Philip Chism’s lawyers say police coerced him into waiving his rights and making detailed statements about the murder.

Chism, 15, has been charged as an adult with murder and aggravated rape in the October 2013 slaying of Colleen Ritzer, a popular 24-year-old teacher at Danvers High School. He has pleaded not guilty.

Chism’s public defender, Denise Regan, is expected to argue in Essex County Superior Court on Friday that police never properly read Chism his Miranda rights and had continued to question Chism even after he had invoked his right to remain silent and his mother had asked for a lawyer.

Regan’s legal brief contends police pressured Chism’s mother into helping them get a confession out of her son while he was handcuffed in a police interrogation room, according to The Salem News.

Prosecutors allege in previous court filings that on Oct. 22, 2013, Chism followed Ritzer into the girl’s bathroom after school, raped her and "repeatedly asphyxiated her before or while assaulting her with a box cutter."

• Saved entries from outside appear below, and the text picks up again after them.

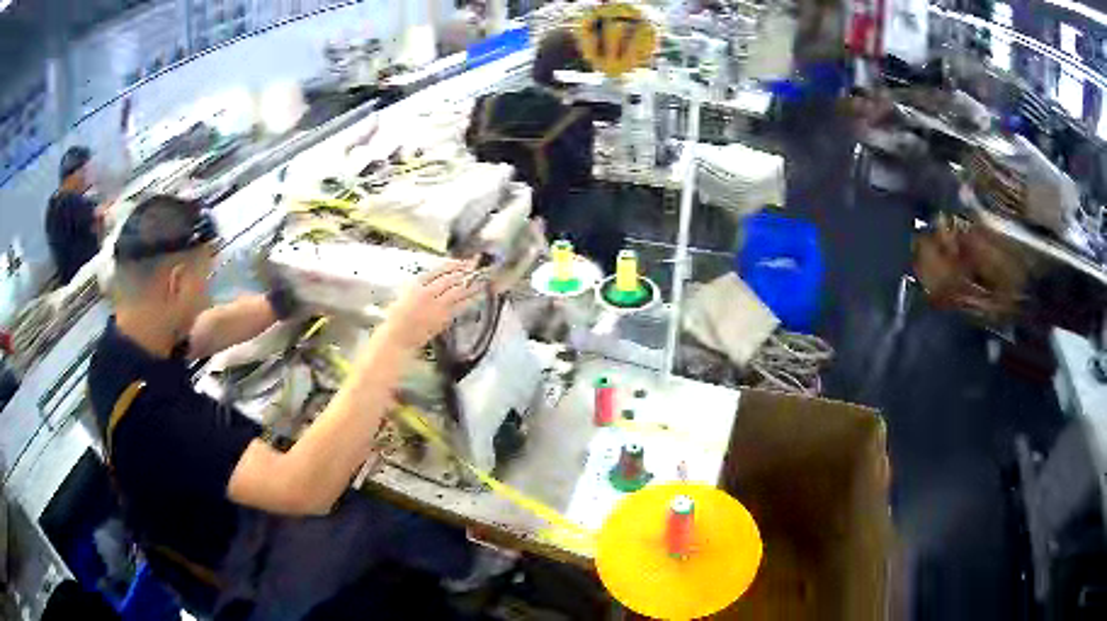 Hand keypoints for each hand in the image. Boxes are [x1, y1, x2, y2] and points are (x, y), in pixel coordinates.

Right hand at [382, 260, 477, 350]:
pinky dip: (471, 299)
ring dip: (472, 284)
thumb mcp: (406, 292)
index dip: (455, 264)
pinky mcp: (444, 319)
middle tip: (478, 265)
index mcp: (418, 284)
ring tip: (483, 279)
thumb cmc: (398, 314)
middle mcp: (429, 293)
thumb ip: (423, 283)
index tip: (464, 261)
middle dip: (467, 270)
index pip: (440, 270)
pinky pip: (461, 307)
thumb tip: (441, 276)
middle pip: (452, 278)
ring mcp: (438, 307)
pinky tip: (479, 296)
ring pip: (459, 292)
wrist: (398, 336) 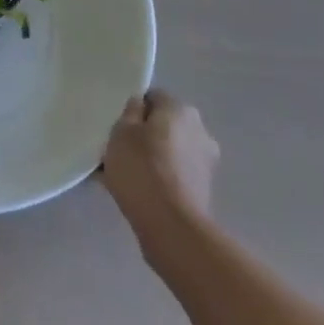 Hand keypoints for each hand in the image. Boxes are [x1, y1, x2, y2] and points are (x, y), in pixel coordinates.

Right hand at [102, 89, 218, 252]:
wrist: (171, 226)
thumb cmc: (142, 168)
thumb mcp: (121, 131)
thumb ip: (130, 112)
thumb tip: (140, 106)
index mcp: (180, 109)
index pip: (153, 98)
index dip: (134, 111)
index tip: (118, 128)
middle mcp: (199, 130)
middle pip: (164, 125)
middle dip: (145, 136)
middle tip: (120, 152)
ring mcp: (205, 162)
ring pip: (169, 152)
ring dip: (153, 159)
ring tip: (125, 177)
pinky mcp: (204, 191)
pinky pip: (174, 175)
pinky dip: (160, 180)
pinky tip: (139, 194) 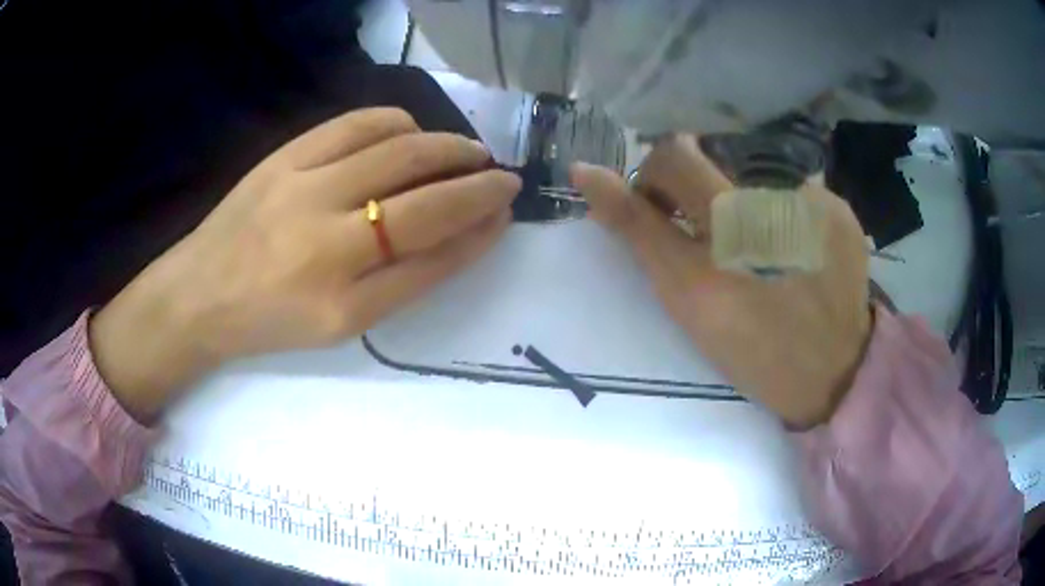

They said Chism put Ritzer’s mutilated body in a recycling bin and dumped it in the woods.  He also took Ritzer’s cellphone, which he destroyed, and her wallet, which he used a credit card from to buy fast food and attend a movie at the mall later that day, according to prosecutors.

Chism has pleaded not guilty to those charges as well as to attempted murder and other charges stemming from an assault on a Department of Youth Services worker while in custody for Ritzer’s murder.